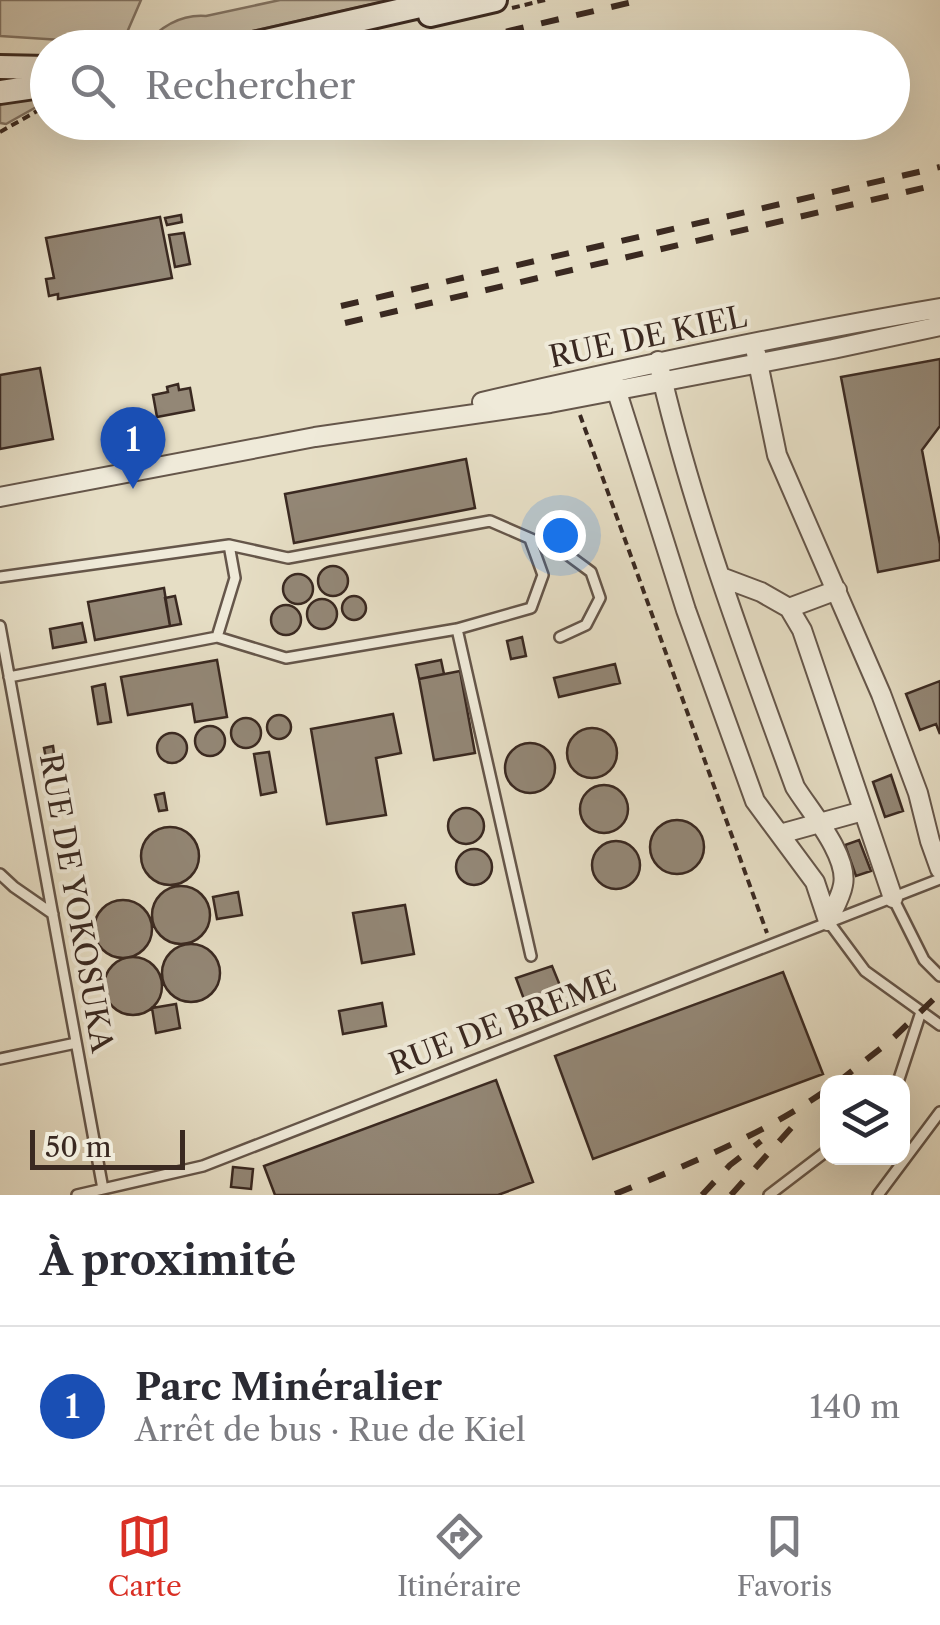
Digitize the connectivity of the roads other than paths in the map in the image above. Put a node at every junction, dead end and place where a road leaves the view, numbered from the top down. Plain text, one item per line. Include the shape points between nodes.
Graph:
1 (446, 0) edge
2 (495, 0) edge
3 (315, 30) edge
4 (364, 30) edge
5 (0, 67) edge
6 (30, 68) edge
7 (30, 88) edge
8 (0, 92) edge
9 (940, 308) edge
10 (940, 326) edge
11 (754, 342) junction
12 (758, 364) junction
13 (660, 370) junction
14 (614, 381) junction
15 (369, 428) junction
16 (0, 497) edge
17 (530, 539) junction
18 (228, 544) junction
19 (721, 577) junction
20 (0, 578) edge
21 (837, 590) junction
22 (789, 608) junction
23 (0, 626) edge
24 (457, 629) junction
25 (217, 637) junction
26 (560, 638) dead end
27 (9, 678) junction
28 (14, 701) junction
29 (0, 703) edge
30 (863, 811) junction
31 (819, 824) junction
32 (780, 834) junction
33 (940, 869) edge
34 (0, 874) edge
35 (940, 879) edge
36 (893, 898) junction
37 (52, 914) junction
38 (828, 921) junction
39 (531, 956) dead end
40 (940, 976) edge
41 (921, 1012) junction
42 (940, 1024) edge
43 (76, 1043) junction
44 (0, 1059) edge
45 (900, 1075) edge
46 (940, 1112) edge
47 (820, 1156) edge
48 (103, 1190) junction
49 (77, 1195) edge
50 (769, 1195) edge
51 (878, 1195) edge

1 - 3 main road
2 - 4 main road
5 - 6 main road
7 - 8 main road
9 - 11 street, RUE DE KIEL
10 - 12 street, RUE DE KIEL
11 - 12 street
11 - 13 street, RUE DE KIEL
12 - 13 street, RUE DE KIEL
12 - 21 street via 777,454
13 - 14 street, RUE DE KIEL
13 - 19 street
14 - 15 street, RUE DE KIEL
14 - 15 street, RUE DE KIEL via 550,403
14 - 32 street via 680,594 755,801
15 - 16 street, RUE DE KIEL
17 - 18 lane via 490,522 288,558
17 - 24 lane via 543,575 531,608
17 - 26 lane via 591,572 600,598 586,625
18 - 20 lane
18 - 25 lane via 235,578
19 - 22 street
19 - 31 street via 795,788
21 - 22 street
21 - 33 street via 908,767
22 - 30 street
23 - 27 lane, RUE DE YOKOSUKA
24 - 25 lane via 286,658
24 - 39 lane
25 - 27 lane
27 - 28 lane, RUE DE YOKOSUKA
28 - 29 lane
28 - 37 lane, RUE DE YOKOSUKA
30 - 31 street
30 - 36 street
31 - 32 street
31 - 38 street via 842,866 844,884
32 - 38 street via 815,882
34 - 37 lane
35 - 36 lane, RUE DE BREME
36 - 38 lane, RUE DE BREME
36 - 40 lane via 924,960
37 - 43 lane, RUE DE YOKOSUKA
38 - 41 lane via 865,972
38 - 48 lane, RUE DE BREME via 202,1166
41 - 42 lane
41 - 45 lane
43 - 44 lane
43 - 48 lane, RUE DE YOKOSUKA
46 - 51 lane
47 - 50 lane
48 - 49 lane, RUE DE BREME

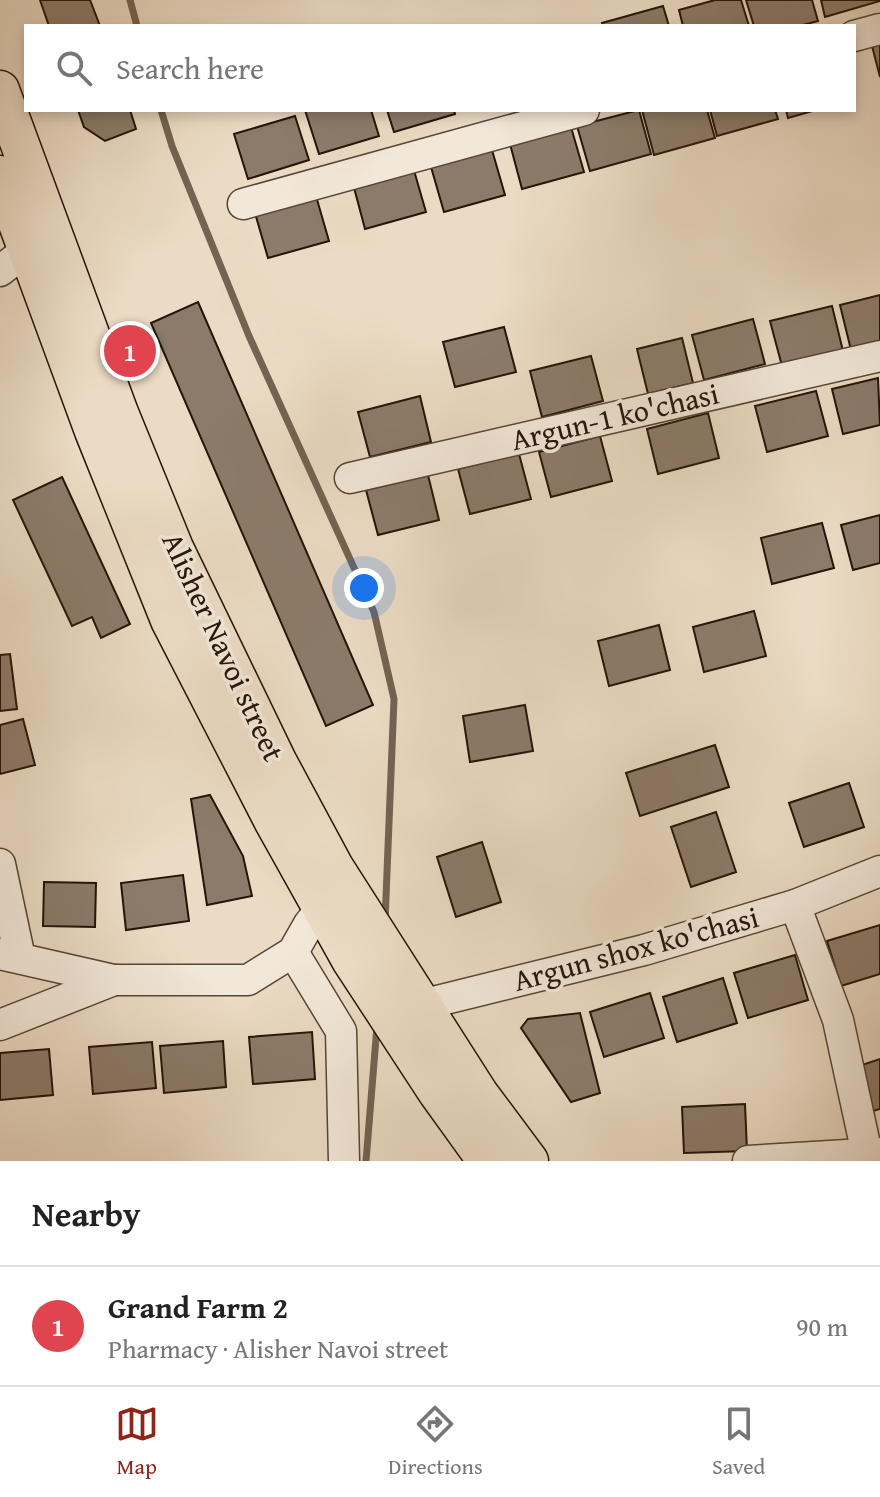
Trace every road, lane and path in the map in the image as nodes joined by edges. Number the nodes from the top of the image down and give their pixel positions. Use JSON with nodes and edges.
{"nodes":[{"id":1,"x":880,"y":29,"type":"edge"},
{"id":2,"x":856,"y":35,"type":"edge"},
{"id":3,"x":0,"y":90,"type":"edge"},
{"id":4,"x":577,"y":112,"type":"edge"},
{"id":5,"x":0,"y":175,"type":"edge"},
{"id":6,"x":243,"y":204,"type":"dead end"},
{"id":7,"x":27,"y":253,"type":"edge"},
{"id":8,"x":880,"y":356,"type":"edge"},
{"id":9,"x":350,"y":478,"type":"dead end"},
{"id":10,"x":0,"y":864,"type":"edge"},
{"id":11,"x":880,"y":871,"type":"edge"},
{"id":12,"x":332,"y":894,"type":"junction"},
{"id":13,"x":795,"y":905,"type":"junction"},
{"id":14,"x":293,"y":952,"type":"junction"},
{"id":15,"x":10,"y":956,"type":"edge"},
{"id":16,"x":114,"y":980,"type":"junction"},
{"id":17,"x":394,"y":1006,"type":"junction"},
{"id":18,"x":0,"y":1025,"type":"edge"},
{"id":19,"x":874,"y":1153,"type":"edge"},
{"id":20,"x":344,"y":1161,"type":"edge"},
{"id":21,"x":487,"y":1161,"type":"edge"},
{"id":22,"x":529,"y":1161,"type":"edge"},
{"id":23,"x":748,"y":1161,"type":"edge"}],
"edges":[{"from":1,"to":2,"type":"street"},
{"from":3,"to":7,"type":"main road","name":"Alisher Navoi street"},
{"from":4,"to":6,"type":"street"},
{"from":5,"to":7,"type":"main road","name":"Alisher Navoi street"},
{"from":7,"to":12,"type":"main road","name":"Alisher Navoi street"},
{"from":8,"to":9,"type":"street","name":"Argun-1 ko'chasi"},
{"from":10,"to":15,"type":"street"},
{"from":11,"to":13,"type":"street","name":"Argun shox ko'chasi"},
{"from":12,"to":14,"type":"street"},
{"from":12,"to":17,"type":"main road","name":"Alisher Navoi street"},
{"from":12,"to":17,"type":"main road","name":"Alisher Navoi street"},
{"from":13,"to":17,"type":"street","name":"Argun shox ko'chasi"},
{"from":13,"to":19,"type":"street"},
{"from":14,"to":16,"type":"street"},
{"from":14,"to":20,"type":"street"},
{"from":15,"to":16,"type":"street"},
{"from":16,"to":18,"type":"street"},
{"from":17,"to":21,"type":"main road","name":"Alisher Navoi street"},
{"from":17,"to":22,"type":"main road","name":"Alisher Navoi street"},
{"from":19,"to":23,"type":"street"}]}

§ **Task prompt**
In the preceding records, how many lines include the word "nodes"? Reply with the number only.

§ **Written response**
3